Superbeam is a new function introduced with Consteel 15. It is developed for dual handling of members. Superbeam makes it possible to examine structural parts with the accuracy of shell elements but with the ease of using a beam element concerning definition, modification and model handling. We prepared a video to show how to convert a 7DOF beam into shell elements and how easy it is to work with it.
It is often required to let services pass through the web of beams. In such cases, the common solution is to provide the required number of openings in the web plate. Such an opening can have a circular or rectangular shape, depending on the amount, size and shape of pipes or ventilation or cable trays.
If the structural engineer has the freedom to position these openings along the beam, where to place them? What would be its effect on the deflection of the beam?
The effect of such openings on the deflection is more important when the length of the opening along the beam is increased. As circular openings are made with equal length and depth, they are usually less critical than rectangular openings.

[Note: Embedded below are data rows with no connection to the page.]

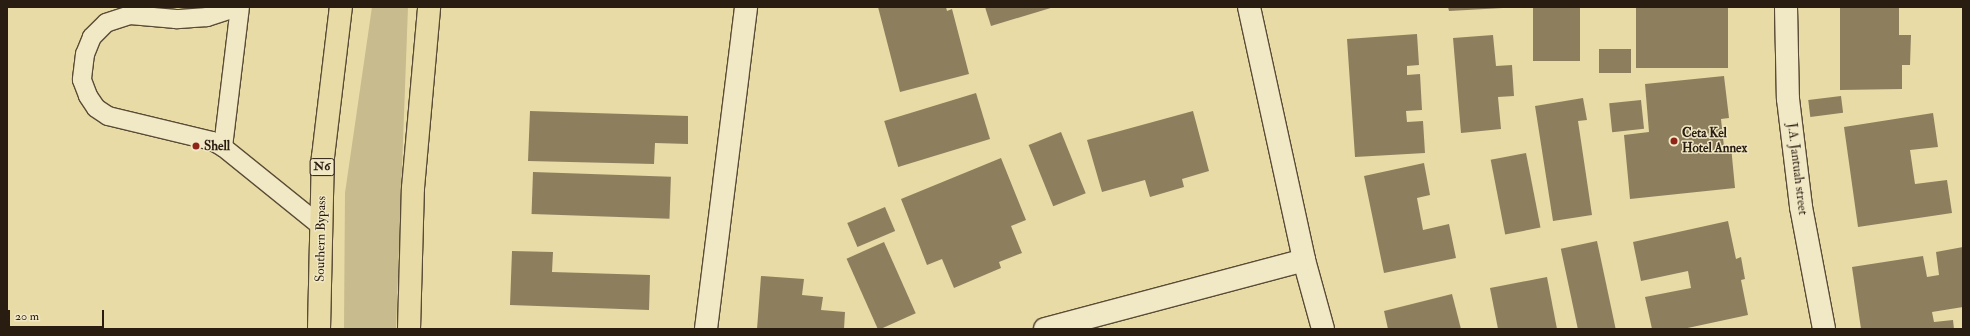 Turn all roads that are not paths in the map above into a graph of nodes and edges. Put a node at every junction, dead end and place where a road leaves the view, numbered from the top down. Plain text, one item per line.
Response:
1 (239, 7) edge
2 (341, 7) edge
3 (430, 7) edge
4 (746, 7) edge
5 (1248, 7) edge
6 (1786, 7) edge
7 (223, 147) junction
8 (321, 226) junction
9 (1304, 260) junction
10 (319, 329) edge
11 (409, 329) edge
12 (706, 329) edge
13 (1045, 329) edge
14 (1323, 329) edge
15 (1824, 329) edge

1 - 7 lane
1 - 7 lane
2 - 8 highway, Southern Bypass / N6
3 - 11 highway
4 - 12 street
5 - 9 street
6 - 15 street, J.A. Jantuah street
7 - 8 lane
8 - 10 highway, Southern Bypass / N6
9 - 13 street
9 - 14 street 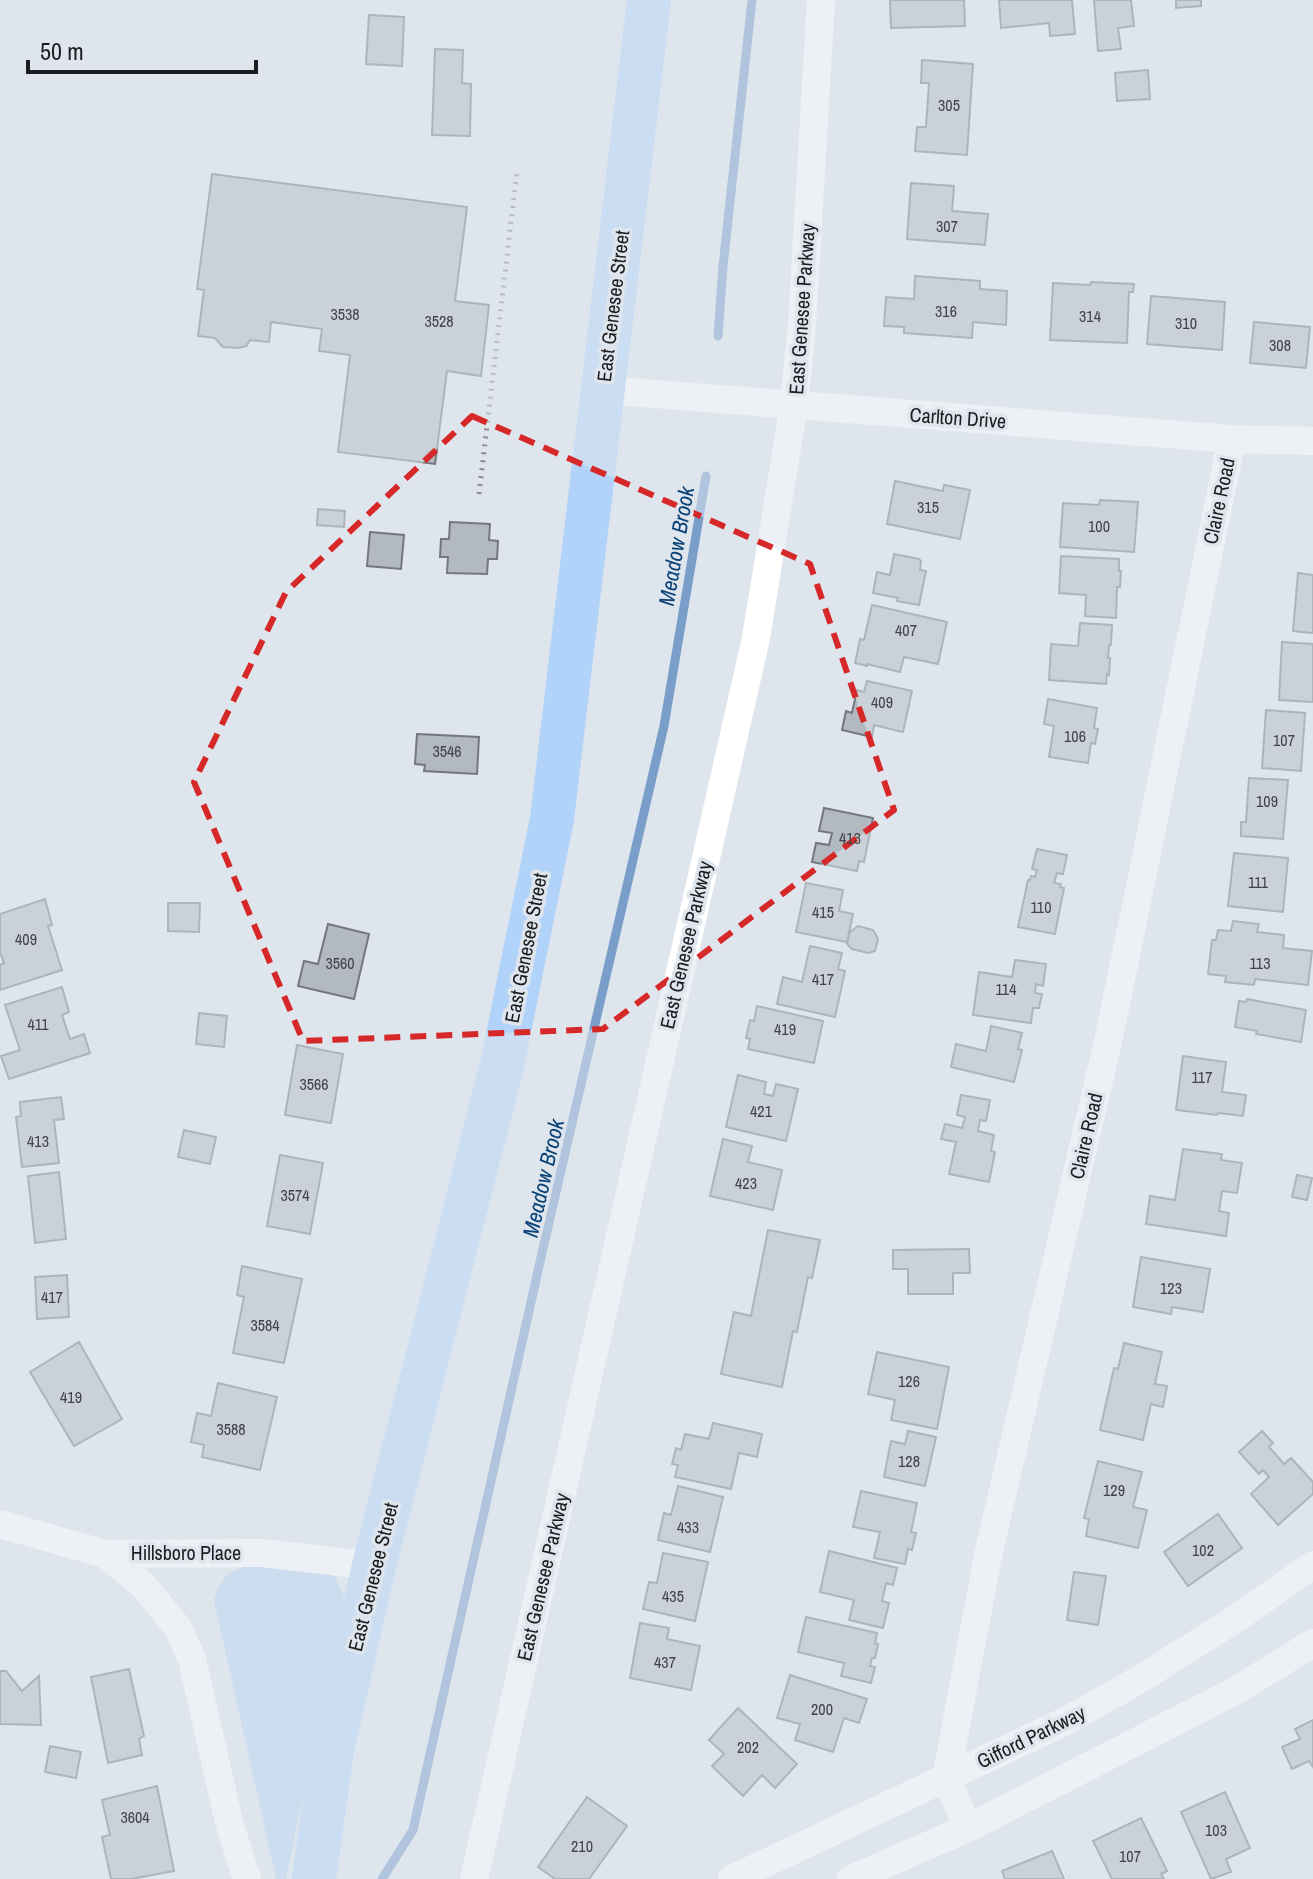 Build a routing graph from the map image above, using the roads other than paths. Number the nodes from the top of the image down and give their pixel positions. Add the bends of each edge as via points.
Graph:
1 (649, 0) edge
2 (821, 0) edge
3 (603, 390) junction
4 (794, 405) junction
5 (1232, 439) junction
6 (1313, 441) edge
7 (0, 1524) edge
8 (105, 1554) junction
9 (1313, 1565) edge
10 (374, 1566) junction
11 (1313, 1643) edge
12 (946, 1778) junction
13 (968, 1828) junction
14 (247, 1879) edge
15 (314, 1879) edge
16 (474, 1879) edge
17 (732, 1879) edge
18 (851, 1879) edge

1 - 3 main road, East Genesee Street
2 - 4 street, East Genesee Parkway
3 - 4 street, Carlton Drive
3 - 10 main road, East Genesee Street via 552,819 502,1065
4 - 5 street, Carlton Drive
4 - 16 street, East Genesee Parkway via 756,638
5 - 6 street, Carlton Drive
5 - 12 street, Claire Road via 1109,1037 989,1551
7 - 8 street, Hillsboro Place
8 - 10 street, Hillsboro Place via 262,1553
8 - 14 street via 143,1585 178,1628 192,1659
9 - 12 street, Gifford Parkway via 1137,1681
10 - 15 main road, East Genesee Street via 332,1750
11 - 13 street via 1237,1690
12 - 13 street
12 - 17 street, Gifford Parkway
13 - 18 street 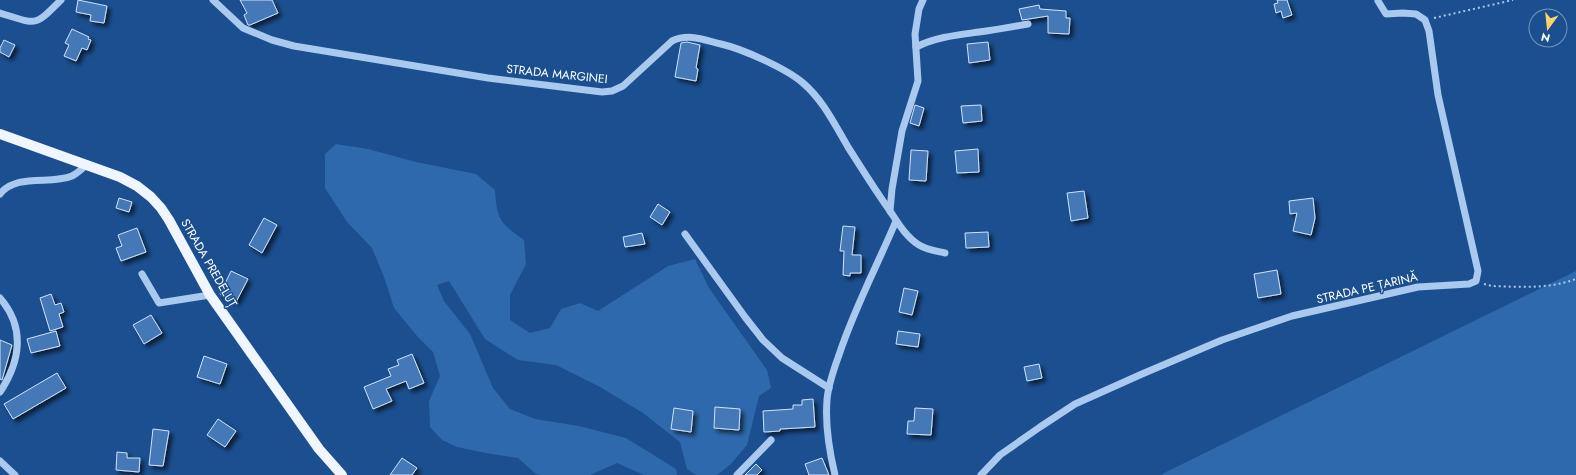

The following demonstration will be made with a 6 meters long simple supported floor beam with a welded section.
Exposed to a linear load of 10 kN/m, the deflection at mid-span of the solid web beam is 4.6 mm.
Let’s assume that a 250 mm deep rectangular opening with a length of 400 mm needs to be provided on the web, at a distance of 300 mm from the left support.
Traditional analysis with beam finite elements
Consteel 7DOF beam finite elements are very powerful, but cannot consider natively such opening. The usual approach is to build a Vierendeel-type of model, by using additional beam elements with a T shape section „above” and „below” the opening. These additional beam elements are defined eccentrically to the reference line of the solid-web beam.
Eccentricities can be easily defined in Consteel using both smart and traditional link elements.
The deflection with this refined model will be equal to 4.8 mm.
Analysis with Consteel Superbeam
In order to find a more precise analysis result, it is possible to use shell finite elements. The new Superbeam functionality comes as a solution in such cases. Instead of using beam finite elements, let’s use shell elements!
Opening can be positioned easily along the web, either as an individual opening or as a group of openings placed equidistantly. The opening can be rectangular, circular or even hexagonal. Circular openings can be completed with an additional circular ring stiffener.
The rectangular opening for this example can be easily defined with this tool. As there is no need to provide any additional opening on the remaining part of the beam, only the first part which includes the opening will be modelled with shell elements and the rest can still be modelled with beam finite elements. Using this technique, the total degrees of freedom of the model can be kept as low as possible. When using Superbeam, the designer has the choice of whether to use beam or shell finite elements, as appropriate.
As the result of the new analysis using Consteel Superbeam with a mixed model from shell and beam elements, the precise deflection of 5.2 mm can be obtained.
This deflection is higher than the value obtained with the solution using the Vierendeel-type of structure using beam finite elements.
In order to get the most precise analysis results, the use of shell elements is recommended at locations where the assumptions of a beam finite element are significantly violated. Consteel Superbeam provides to the designer a very efficient tool to analyse such critical parts locally with shell elements and continue to use the well established 7DOF beam elements elsewhere. This provides an optimum compromise between analysis result precision and size of finite elements model and solution time.